B asked me to make corn chowder, and, as usual, I was leery of trying it. (I was a very picky eater as a child, and my default position on anything but dessert is to assume I'll hate it.) But I found a recipe in The Professional Chef and gave it a shot, and I really enjoyed it. Enough that I made a second batch, and doubled it.
The original recipe calls for salt pork, but I didn't know where to find any, so I used bacon. (The amount of corn makes in the soup makes it quite sweet, so I enjoyed the balance the smokiness of the bacon gave it.) I omitted the celery because I hate celery and the Tabasco sauce because we didn't have any.
corn chowder (adapted from The Professional Chef, The Culinary Institute of America)
4 oz bacon
2 oz butter
6 oz small-dice onions
4 oz small-dice green peppers
4 oz small-dice red peppers
3.5 oz all-purpose flour
64 fl oz chicken stock
2 lb corn kernels, fresh or frozen
2 lb potatoes, small dice
1 bay leaf
8 fl oz heavy cream, hot
8 fl oz milk, hot
salt, as needed
ground white pepper, as needed
2 tsp Tabasco sauce
2 tsp Worcestershire sauce
1. In a large pot, melt butter. Add bacon and cook until crisp.

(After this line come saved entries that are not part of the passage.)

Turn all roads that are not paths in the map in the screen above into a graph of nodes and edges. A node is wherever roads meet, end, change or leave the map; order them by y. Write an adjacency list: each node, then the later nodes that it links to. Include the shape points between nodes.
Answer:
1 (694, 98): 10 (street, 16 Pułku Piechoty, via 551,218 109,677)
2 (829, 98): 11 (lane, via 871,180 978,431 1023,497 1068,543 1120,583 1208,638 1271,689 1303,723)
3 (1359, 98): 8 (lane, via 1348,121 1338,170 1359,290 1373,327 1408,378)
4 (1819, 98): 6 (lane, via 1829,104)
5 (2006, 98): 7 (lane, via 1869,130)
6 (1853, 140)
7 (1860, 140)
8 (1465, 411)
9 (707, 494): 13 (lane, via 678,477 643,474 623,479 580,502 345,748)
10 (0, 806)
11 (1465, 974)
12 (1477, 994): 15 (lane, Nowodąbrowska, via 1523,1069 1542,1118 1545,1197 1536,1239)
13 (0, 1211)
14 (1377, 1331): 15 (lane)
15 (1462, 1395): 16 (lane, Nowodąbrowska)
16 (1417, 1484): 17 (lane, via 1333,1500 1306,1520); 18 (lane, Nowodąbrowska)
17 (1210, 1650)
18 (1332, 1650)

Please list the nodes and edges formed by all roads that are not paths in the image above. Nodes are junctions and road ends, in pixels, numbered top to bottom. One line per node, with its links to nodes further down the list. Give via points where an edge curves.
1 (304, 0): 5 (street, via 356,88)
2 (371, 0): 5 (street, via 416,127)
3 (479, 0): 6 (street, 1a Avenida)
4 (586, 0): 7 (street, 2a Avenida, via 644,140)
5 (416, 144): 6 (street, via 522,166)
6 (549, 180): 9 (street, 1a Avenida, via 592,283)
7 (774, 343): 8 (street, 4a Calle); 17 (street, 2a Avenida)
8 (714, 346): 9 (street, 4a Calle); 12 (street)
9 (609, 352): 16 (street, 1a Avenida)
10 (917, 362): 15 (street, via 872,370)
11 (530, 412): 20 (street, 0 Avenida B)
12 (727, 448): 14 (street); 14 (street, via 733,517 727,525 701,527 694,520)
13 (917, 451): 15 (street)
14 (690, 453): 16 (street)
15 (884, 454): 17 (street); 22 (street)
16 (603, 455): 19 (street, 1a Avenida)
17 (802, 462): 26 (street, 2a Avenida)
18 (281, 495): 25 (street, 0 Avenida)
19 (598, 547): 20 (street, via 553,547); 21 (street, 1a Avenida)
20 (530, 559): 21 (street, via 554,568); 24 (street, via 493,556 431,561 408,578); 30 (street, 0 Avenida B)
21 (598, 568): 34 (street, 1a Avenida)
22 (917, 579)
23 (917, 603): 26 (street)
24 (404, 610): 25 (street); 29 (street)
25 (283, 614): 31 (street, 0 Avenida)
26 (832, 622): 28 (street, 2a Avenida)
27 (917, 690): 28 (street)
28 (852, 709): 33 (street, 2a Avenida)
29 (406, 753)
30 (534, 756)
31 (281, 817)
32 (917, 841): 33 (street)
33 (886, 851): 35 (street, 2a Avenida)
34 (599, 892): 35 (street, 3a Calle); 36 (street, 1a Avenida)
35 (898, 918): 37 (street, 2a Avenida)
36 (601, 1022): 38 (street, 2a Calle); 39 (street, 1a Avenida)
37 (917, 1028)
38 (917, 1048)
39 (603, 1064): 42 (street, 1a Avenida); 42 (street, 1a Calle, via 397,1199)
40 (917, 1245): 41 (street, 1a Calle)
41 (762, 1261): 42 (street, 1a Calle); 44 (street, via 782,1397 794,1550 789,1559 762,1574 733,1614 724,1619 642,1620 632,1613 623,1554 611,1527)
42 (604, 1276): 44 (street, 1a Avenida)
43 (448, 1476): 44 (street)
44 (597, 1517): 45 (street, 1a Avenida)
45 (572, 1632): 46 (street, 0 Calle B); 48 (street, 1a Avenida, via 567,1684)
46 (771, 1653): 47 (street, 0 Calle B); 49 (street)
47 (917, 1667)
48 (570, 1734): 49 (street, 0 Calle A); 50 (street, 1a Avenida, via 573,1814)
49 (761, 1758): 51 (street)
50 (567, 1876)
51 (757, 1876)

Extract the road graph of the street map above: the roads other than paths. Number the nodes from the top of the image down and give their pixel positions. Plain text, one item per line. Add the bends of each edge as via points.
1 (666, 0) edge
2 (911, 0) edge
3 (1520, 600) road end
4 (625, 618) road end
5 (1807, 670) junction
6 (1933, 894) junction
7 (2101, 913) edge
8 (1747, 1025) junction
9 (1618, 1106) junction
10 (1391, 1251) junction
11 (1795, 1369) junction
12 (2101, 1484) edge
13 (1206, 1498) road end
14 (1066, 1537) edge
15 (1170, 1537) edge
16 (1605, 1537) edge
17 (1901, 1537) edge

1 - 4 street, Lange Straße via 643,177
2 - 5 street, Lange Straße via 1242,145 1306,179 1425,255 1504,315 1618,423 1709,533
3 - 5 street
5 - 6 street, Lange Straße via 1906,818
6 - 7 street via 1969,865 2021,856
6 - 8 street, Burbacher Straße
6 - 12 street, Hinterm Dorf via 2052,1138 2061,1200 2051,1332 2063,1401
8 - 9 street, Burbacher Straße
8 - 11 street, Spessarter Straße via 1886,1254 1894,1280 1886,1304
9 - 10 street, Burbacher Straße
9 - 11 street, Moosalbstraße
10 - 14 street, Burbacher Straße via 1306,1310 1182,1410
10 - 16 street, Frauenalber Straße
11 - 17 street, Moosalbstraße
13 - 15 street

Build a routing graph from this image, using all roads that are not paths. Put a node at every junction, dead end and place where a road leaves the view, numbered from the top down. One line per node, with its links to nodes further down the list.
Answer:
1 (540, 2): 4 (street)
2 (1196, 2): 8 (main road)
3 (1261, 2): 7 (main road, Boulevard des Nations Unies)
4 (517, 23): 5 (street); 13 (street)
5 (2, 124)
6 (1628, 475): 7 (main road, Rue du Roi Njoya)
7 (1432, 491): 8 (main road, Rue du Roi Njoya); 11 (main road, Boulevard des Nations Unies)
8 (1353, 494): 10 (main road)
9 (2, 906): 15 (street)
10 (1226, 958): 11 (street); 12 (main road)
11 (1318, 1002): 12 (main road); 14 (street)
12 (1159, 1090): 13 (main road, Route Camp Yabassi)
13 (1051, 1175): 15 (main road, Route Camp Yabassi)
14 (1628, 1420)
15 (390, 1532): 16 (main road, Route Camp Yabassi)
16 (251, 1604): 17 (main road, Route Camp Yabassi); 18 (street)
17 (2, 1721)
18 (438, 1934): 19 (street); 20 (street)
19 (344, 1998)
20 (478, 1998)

2. Add onions and peppers and sweat until softened, about 5 minutes.
3. Add the flour and cook to make a white roux, about 3 minutes.
4. Remove from heat and add 1/3 of stock. Stir until combined. Return to medium heat and continue stirring to work out lumps. Repeat with remaining stock. Bring to a simmer and cook, stirring periodically to avoid scorching, until thickened, 30-40 minutes.
5. Puree half of the corn and add to the soup with the potatoes. Add the remaining corn and bay leaf and simmer, covered, until corn and potatoes are tender, about 15 minutes.
6. Add the cream and milk to the soup, and stir to combine. Heat just until soup begins to simmer, about 10 minutes. Remove and discard the bay leaf. Finish soup or rapidly cool and refrigerate for later service.
7. To finish for service, return soup to a boil. Season with salt, pepper, Tabasco, and Worcestershire sauce and serve in heated bowls or cups.